ACTIVITY:
The answer must consist of every record, printed exactly as it stands.

INPUT:
******************************

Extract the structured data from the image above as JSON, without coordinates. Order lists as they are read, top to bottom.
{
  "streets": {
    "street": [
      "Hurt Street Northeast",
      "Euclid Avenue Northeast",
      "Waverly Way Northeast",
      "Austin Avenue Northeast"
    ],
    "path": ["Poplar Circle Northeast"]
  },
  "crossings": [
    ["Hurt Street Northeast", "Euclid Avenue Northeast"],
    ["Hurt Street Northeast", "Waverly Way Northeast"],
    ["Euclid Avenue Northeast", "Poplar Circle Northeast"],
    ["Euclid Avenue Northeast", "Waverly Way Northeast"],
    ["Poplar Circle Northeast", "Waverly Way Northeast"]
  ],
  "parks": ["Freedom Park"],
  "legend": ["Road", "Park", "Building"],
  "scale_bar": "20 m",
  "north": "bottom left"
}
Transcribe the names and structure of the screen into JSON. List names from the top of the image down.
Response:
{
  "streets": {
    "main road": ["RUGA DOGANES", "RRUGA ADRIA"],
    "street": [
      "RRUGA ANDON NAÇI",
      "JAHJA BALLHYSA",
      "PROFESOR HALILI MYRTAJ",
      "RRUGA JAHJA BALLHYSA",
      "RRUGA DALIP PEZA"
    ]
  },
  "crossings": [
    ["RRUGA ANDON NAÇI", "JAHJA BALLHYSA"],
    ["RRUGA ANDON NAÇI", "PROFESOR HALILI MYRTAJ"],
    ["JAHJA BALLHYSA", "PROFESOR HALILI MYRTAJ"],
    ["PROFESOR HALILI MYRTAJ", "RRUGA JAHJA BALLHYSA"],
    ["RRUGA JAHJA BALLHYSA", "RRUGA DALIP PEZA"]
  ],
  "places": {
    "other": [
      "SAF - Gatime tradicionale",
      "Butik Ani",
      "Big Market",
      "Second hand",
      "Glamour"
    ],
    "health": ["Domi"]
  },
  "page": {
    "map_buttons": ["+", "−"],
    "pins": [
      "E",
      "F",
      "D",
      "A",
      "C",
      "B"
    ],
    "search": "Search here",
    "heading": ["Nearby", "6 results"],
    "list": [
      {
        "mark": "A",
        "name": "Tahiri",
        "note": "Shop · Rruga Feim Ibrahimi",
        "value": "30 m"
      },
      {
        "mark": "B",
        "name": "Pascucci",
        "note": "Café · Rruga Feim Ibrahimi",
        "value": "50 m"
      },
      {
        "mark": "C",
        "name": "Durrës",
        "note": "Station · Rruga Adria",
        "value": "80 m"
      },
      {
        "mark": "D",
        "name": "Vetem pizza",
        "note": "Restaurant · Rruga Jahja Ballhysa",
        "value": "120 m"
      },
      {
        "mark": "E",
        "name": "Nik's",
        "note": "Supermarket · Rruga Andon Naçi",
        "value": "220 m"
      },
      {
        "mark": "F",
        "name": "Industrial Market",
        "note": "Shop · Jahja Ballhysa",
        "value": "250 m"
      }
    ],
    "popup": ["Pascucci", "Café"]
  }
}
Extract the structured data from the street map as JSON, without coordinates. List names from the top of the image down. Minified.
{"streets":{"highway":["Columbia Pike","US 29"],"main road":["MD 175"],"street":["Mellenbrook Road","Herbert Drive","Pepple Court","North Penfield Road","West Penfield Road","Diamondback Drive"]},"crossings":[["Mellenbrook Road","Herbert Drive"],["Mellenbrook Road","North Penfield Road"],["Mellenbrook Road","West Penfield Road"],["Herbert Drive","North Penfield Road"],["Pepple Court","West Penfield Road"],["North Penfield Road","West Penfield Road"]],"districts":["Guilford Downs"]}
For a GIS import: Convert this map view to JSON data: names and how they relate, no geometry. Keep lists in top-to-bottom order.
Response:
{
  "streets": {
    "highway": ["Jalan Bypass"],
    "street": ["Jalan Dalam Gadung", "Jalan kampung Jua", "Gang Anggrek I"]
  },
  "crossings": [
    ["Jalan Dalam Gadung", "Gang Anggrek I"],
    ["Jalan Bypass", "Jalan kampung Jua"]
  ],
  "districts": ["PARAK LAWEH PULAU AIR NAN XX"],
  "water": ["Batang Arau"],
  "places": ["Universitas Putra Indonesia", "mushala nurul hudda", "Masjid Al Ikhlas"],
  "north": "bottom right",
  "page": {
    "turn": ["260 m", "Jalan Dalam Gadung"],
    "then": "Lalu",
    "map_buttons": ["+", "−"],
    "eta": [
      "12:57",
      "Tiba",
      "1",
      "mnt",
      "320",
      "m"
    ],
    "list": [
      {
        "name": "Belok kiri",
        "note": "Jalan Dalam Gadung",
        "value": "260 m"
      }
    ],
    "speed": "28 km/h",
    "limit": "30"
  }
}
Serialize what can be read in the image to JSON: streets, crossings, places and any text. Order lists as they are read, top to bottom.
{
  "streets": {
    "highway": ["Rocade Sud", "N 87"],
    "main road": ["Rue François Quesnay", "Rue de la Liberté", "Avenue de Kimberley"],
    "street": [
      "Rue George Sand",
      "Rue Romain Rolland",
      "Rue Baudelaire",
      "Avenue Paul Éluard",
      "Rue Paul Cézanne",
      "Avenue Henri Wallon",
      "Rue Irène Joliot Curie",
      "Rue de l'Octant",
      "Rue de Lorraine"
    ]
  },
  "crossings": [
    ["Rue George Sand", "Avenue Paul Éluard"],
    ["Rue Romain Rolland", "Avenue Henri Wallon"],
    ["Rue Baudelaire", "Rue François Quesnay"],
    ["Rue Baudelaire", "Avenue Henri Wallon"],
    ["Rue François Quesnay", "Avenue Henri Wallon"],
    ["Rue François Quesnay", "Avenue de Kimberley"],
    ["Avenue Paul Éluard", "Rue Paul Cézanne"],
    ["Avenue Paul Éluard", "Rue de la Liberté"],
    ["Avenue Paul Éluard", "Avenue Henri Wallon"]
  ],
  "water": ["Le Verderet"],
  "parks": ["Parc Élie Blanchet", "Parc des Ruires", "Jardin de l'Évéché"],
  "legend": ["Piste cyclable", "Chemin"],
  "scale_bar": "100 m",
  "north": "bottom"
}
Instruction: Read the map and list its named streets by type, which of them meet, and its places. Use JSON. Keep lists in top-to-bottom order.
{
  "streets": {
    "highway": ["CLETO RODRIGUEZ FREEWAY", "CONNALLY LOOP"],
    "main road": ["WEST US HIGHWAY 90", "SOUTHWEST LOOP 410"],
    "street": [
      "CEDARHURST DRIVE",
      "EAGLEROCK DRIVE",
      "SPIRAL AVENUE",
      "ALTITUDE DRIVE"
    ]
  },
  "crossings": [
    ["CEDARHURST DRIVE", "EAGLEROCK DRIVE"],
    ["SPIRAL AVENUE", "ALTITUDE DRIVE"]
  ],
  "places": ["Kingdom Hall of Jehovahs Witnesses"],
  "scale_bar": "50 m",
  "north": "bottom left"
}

******************************

WRITTEN REPLY:
Extract the structured data from the image above as JSON, without coordinates. Order lists as they are read, top to bottom.
{
  "streets": {
    "street": [
      "Hurt Street Northeast",
      "Euclid Avenue Northeast",
      "Waverly Way Northeast",
      "Austin Avenue Northeast"
    ],
    "path": ["Poplar Circle Northeast"]
  },
  "crossings": [
    ["Hurt Street Northeast", "Euclid Avenue Northeast"],
    ["Hurt Street Northeast", "Waverly Way Northeast"],
    ["Euclid Avenue Northeast", "Poplar Circle Northeast"],
    ["Euclid Avenue Northeast", "Waverly Way Northeast"],
    ["Poplar Circle Northeast", "Waverly Way Northeast"]
  ],
  "parks": ["Freedom Park"],
  "legend": ["Road", "Park", "Building"],
  "scale_bar": "20 m",
  "north": "bottom left"
}
Transcribe the names and structure of the screen into JSON. List names from the top of the image down.
Response:
{
  "streets": {
    "main road": ["RUGA DOGANES", "RRUGA ADRIA"],
    "street": [
      "RRUGA ANDON NAÇI",
      "JAHJA BALLHYSA",
      "PROFESOR HALILI MYRTAJ",
      "RRUGA JAHJA BALLHYSA",
      "RRUGA DALIP PEZA"
    ]
  },
  "crossings": [
    ["RRUGA ANDON NAÇI", "JAHJA BALLHYSA"],
    ["RRUGA ANDON NAÇI", "PROFESOR HALILI MYRTAJ"],
    ["JAHJA BALLHYSA", "PROFESOR HALILI MYRTAJ"],
    ["PROFESOR HALILI MYRTAJ", "RRUGA JAHJA BALLHYSA"],
    ["RRUGA JAHJA BALLHYSA", "RRUGA DALIP PEZA"]
  ],
  "places": {
    "other": [
      "SAF - Gatime tradicionale",
      "Butik Ani",
      "Big Market",
      "Second hand",
      "Glamour"
    ],
    "health": ["Domi"]
  },
  "page": {
    "map_buttons": ["+", "−"],
    "pins": [
      "E",
      "F",
      "D",
      "A",
      "C",
      "B"
    ],
    "search": "Search here",
    "heading": ["Nearby", "6 results"],
    "list": [
      {
        "mark": "A",
        "name": "Tahiri",
        "note": "Shop · Rruga Feim Ibrahimi",
        "value": "30 m"
      },
      {
        "mark": "B",
        "name": "Pascucci",
        "note": "Café · Rruga Feim Ibrahimi",
        "value": "50 m"
      },
      {
        "mark": "C",
        "name": "Durrës",
        "note": "Station · Rruga Adria",
        "value": "80 m"
      },
      {
        "mark": "D",
        "name": "Vetem pizza",
        "note": "Restaurant · Rruga Jahja Ballhysa",
        "value": "120 m"
      },
      {
        "mark": "E",
        "name": "Nik's",
        "note": "Supermarket · Rruga Andon Naçi",
        "value": "220 m"
      },
      {
        "mark": "F",
        "name": "Industrial Market",
        "note": "Shop · Jahja Ballhysa",
        "value": "250 m"
      }
    ],
    "popup": ["Pascucci", "Café"]
  }
}
Extract the structured data from the street map as JSON, without coordinates. List names from the top of the image down. Minified.
{"streets":{"highway":["Columbia Pike","US 29"],"main road":["MD 175"],"street":["Mellenbrook Road","Herbert Drive","Pepple Court","North Penfield Road","West Penfield Road","Diamondback Drive"]},"crossings":[["Mellenbrook Road","Herbert Drive"],["Mellenbrook Road","North Penfield Road"],["Mellenbrook Road","West Penfield Road"],["Herbert Drive","North Penfield Road"],["Pepple Court","West Penfield Road"],["North Penfield Road","West Penfield Road"]],"districts":["Guilford Downs"]}
For a GIS import: Convert this map view to JSON data: names and how they relate, no geometry. Keep lists in top-to-bottom order.
Response:
{
  "streets": {
    "highway": ["Jalan Bypass"],
    "street": ["Jalan Dalam Gadung", "Jalan kampung Jua", "Gang Anggrek I"]
  },
  "crossings": [
    ["Jalan Dalam Gadung", "Gang Anggrek I"],
    ["Jalan Bypass", "Jalan kampung Jua"]
  ],
  "districts": ["PARAK LAWEH PULAU AIR NAN XX"],
  "water": ["Batang Arau"],
  "places": ["Universitas Putra Indonesia", "mushala nurul hudda", "Masjid Al Ikhlas"],
  "north": "bottom right",
  "page": {
    "turn": ["260 m", "Jalan Dalam Gadung"],
    "then": "Lalu",
    "map_buttons": ["+", "−"],
    "eta": [
      "12:57",
      "Tiba",
      "1",
      "mnt",
      "320",
      "m"
    ],
    "list": [
      {
        "name": "Belok kiri",
        "note": "Jalan Dalam Gadung",
        "value": "260 m"
      }
    ],
    "speed": "28 km/h",
    "limit": "30"
  }
}
Serialize what can be read in the image to JSON: streets, crossings, places and any text. Order lists as they are read, top to bottom.
{
  "streets": {
    "highway": ["Rocade Sud", "N 87"],
    "main road": ["Rue François Quesnay", "Rue de la Liberté", "Avenue de Kimberley"],
    "street": [
      "Rue George Sand",
      "Rue Romain Rolland",
      "Rue Baudelaire",
      "Avenue Paul Éluard",
      "Rue Paul Cézanne",
      "Avenue Henri Wallon",
      "Rue Irène Joliot Curie",
      "Rue de l'Octant",
      "Rue de Lorraine"
    ]
  },
  "crossings": [
    ["Rue George Sand", "Avenue Paul Éluard"],
    ["Rue Romain Rolland", "Avenue Henri Wallon"],
    ["Rue Baudelaire", "Rue François Quesnay"],
    ["Rue Baudelaire", "Avenue Henri Wallon"],
    ["Rue François Quesnay", "Avenue Henri Wallon"],
    ["Rue François Quesnay", "Avenue de Kimberley"],
    ["Avenue Paul Éluard", "Rue Paul Cézanne"],
    ["Avenue Paul Éluard", "Rue de la Liberté"],
    ["Avenue Paul Éluard", "Avenue Henri Wallon"]
  ],
  "water": ["Le Verderet"],
  "parks": ["Parc Élie Blanchet", "Parc des Ruires", "Jardin de l'Évéché"],
  "legend": ["Piste cyclable", "Chemin"],
  "scale_bar": "100 m",
  "north": "bottom"
}
Instruction: Read the map and list its named streets by type, which of them meet, and its places. Use JSON. Keep lists in top-to-bottom order.
{
  "streets": {
    "highway": ["CLETO RODRIGUEZ FREEWAY", "CONNALLY LOOP"],
    "main road": ["WEST US HIGHWAY 90", "SOUTHWEST LOOP 410"],
    "street": [
      "CEDARHURST DRIVE",
      "EAGLEROCK DRIVE",
      "SPIRAL AVENUE",
      "ALTITUDE DRIVE"
    ]
  },
  "crossings": [
    ["CEDARHURST DRIVE", "EAGLEROCK DRIVE"],
    ["SPIRAL AVENUE", "ALTITUDE DRIVE"]
  ],
  "places": ["Kingdom Hall of Jehovahs Witnesses"],
  "scale_bar": "50 m",
  "north": "bottom left"
}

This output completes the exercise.